Records from a data source:
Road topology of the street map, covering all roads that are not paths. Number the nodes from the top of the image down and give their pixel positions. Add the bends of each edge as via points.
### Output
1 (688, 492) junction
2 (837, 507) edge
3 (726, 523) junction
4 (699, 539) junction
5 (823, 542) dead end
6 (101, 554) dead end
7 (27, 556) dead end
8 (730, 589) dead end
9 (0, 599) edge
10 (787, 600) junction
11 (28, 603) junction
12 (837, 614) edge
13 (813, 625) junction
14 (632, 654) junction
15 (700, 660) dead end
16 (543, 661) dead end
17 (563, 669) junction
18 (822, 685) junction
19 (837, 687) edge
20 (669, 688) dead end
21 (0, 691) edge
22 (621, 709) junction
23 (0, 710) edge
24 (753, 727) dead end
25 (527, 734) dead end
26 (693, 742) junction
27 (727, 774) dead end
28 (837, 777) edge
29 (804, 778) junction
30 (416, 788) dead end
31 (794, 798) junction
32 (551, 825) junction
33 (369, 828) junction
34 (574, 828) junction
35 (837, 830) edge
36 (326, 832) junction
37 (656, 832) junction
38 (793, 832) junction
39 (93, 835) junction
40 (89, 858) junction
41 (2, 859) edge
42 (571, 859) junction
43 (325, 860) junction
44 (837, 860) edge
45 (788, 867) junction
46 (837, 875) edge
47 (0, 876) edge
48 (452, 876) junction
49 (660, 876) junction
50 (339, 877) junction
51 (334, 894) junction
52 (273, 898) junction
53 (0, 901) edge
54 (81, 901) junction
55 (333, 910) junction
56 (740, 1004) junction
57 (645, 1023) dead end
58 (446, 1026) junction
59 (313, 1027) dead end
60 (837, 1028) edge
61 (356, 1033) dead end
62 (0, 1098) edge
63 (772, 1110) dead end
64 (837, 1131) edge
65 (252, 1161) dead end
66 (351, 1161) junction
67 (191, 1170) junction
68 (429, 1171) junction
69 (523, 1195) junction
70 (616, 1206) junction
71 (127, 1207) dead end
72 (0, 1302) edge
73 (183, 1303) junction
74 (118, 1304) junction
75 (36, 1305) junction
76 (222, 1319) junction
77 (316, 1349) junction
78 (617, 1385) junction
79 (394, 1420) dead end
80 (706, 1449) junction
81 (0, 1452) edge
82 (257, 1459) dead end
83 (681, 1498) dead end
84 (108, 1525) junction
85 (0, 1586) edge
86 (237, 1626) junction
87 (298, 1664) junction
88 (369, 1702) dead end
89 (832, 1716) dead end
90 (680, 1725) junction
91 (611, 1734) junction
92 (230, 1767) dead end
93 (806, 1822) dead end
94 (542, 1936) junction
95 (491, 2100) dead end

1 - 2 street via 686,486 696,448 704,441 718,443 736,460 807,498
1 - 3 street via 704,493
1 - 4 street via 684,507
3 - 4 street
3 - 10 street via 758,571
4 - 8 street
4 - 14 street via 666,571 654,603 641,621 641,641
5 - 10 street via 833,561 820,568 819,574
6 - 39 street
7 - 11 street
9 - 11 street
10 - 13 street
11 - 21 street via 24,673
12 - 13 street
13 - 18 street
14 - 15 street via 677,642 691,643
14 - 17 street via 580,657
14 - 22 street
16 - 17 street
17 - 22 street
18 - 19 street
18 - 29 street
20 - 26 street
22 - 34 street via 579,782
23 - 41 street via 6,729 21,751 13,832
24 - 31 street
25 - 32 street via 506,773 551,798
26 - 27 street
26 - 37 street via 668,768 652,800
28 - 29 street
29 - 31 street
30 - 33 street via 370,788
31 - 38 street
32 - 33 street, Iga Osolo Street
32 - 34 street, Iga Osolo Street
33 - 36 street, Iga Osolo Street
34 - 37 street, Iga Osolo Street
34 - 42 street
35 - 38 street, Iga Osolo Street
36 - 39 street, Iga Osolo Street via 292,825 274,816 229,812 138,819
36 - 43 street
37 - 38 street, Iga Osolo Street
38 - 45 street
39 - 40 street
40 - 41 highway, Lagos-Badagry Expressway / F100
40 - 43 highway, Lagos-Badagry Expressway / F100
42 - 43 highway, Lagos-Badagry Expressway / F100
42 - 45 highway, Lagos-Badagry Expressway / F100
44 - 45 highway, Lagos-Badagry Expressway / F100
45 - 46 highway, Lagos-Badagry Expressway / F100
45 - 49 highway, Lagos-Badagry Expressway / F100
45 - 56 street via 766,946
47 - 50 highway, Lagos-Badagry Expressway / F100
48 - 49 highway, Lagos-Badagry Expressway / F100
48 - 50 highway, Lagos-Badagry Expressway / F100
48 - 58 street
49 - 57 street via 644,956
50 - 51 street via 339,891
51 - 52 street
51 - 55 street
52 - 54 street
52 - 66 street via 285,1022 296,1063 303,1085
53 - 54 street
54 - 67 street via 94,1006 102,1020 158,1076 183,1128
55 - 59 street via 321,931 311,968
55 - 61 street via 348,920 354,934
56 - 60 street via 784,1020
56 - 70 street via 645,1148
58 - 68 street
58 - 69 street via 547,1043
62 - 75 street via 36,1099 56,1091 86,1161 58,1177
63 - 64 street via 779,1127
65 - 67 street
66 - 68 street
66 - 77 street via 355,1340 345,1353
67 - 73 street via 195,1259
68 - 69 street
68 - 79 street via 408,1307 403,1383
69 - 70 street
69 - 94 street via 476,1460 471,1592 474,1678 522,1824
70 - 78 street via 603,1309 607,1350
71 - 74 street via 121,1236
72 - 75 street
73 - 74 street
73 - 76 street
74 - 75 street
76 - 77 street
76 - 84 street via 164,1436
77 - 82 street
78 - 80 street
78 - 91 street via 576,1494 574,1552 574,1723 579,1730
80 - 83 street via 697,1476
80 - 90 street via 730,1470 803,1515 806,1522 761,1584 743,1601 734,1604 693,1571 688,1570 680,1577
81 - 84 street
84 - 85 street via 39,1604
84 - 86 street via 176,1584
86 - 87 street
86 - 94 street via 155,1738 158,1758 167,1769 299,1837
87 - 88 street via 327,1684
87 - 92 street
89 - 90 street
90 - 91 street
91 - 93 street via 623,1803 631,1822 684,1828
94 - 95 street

▶ _Problem statement_:
The reply should consist of all the records, repeated exactly.

▶ _Response_:
Road topology of the street map, covering all roads that are not paths. Number the nodes from the top of the image down and give their pixel positions. Add the bends of each edge as via points.
### Output
1 (688, 492) junction
2 (837, 507) edge
3 (726, 523) junction
4 (699, 539) junction
5 (823, 542) dead end
6 (101, 554) dead end
7 (27, 556) dead end
8 (730, 589) dead end
9 (0, 599) edge
10 (787, 600) junction
11 (28, 603) junction
12 (837, 614) edge
13 (813, 625) junction
14 (632, 654) junction
15 (700, 660) dead end
16 (543, 661) dead end
17 (563, 669) junction
18 (822, 685) junction
19 (837, 687) edge
20 (669, 688) dead end
21 (0, 691) edge
22 (621, 709) junction
23 (0, 710) edge
24 (753, 727) dead end
25 (527, 734) dead end
26 (693, 742) junction
27 (727, 774) dead end
28 (837, 777) edge
29 (804, 778) junction
30 (416, 788) dead end
31 (794, 798) junction
32 (551, 825) junction
33 (369, 828) junction
34 (574, 828) junction
35 (837, 830) edge
36 (326, 832) junction
37 (656, 832) junction
38 (793, 832) junction
39 (93, 835) junction
40 (89, 858) junction
41 (2, 859) edge
42 (571, 859) junction
43 (325, 860) junction
44 (837, 860) edge
45 (788, 867) junction
46 (837, 875) edge
47 (0, 876) edge
48 (452, 876) junction
49 (660, 876) junction
50 (339, 877) junction
51 (334, 894) junction
52 (273, 898) junction
53 (0, 901) edge
54 (81, 901) junction
55 (333, 910) junction
56 (740, 1004) junction
57 (645, 1023) dead end
58 (446, 1026) junction
59 (313, 1027) dead end
60 (837, 1028) edge
61 (356, 1033) dead end
62 (0, 1098) edge
63 (772, 1110) dead end
64 (837, 1131) edge
65 (252, 1161) dead end
66 (351, 1161) junction
67 (191, 1170) junction
68 (429, 1171) junction
69 (523, 1195) junction
70 (616, 1206) junction
71 (127, 1207) dead end
72 (0, 1302) edge
73 (183, 1303) junction
74 (118, 1304) junction
75 (36, 1305) junction
76 (222, 1319) junction
77 (316, 1349) junction
78 (617, 1385) junction
79 (394, 1420) dead end
80 (706, 1449) junction
81 (0, 1452) edge
82 (257, 1459) dead end
83 (681, 1498) dead end
84 (108, 1525) junction
85 (0, 1586) edge
86 (237, 1626) junction
87 (298, 1664) junction
88 (369, 1702) dead end
89 (832, 1716) dead end
90 (680, 1725) junction
91 (611, 1734) junction
92 (230, 1767) dead end
93 (806, 1822) dead end
94 (542, 1936) junction
95 (491, 2100) dead end

1 - 2 street via 686,486 696,448 704,441 718,443 736,460 807,498
1 - 3 street via 704,493
1 - 4 street via 684,507
3 - 4 street
3 - 10 street via 758,571
4 - 8 street
4 - 14 street via 666,571 654,603 641,621 641,641
5 - 10 street via 833,561 820,568 819,574
6 - 39 street
7 - 11 street
9 - 11 street
10 - 13 street
11 - 21 street via 24,673
12 - 13 street
13 - 18 street
14 - 15 street via 677,642 691,643
14 - 17 street via 580,657
14 - 22 street
16 - 17 street
17 - 22 street
18 - 19 street
18 - 29 street
20 - 26 street
22 - 34 street via 579,782
23 - 41 street via 6,729 21,751 13,832
24 - 31 street
25 - 32 street via 506,773 551,798
26 - 27 street
26 - 37 street via 668,768 652,800
28 - 29 street
29 - 31 street
30 - 33 street via 370,788
31 - 38 street
32 - 33 street, Iga Osolo Street
32 - 34 street, Iga Osolo Street
33 - 36 street, Iga Osolo Street
34 - 37 street, Iga Osolo Street
34 - 42 street
35 - 38 street, Iga Osolo Street
36 - 39 street, Iga Osolo Street via 292,825 274,816 229,812 138,819
36 - 43 street
37 - 38 street, Iga Osolo Street
38 - 45 street
39 - 40 street
40 - 41 highway, Lagos-Badagry Expressway / F100
40 - 43 highway, Lagos-Badagry Expressway / F100
42 - 43 highway, Lagos-Badagry Expressway / F100
42 - 45 highway, Lagos-Badagry Expressway / F100
44 - 45 highway, Lagos-Badagry Expressway / F100
45 - 46 highway, Lagos-Badagry Expressway / F100
45 - 49 highway, Lagos-Badagry Expressway / F100
45 - 56 street via 766,946
47 - 50 highway, Lagos-Badagry Expressway / F100
48 - 49 highway, Lagos-Badagry Expressway / F100
48 - 50 highway, Lagos-Badagry Expressway / F100
48 - 58 street
49 - 57 street via 644,956
50 - 51 street via 339,891
51 - 52 street
51 - 55 street
52 - 54 street
52 - 66 street via 285,1022 296,1063 303,1085
53 - 54 street
54 - 67 street via 94,1006 102,1020 158,1076 183,1128
55 - 59 street via 321,931 311,968
55 - 61 street via 348,920 354,934
56 - 60 street via 784,1020
56 - 70 street via 645,1148
58 - 68 street
58 - 69 street via 547,1043
62 - 75 street via 36,1099 56,1091 86,1161 58,1177
63 - 64 street via 779,1127
65 - 67 street
66 - 68 street
66 - 77 street via 355,1340 345,1353
67 - 73 street via 195,1259
68 - 69 street
68 - 79 street via 408,1307 403,1383
69 - 70 street
69 - 94 street via 476,1460 471,1592 474,1678 522,1824
70 - 78 street via 603,1309 607,1350
71 - 74 street via 121,1236
72 - 75 street
73 - 74 street
73 - 76 street
74 - 75 street
76 - 77 street
76 - 84 street via 164,1436
77 - 82 street
78 - 80 street
78 - 91 street via 576,1494 574,1552 574,1723 579,1730
80 - 83 street via 697,1476
80 - 90 street via 730,1470 803,1515 806,1522 761,1584 743,1601 734,1604 693,1571 688,1570 680,1577
81 - 84 street
84 - 85 street via 39,1604
84 - 86 street via 176,1584
86 - 87 street
86 - 94 street via 155,1738 158,1758 167,1769 299,1837
87 - 88 street via 327,1684
87 - 92 street
89 - 90 street
90 - 91 street
91 - 93 street via 623,1803 631,1822 684,1828
94 - 95 street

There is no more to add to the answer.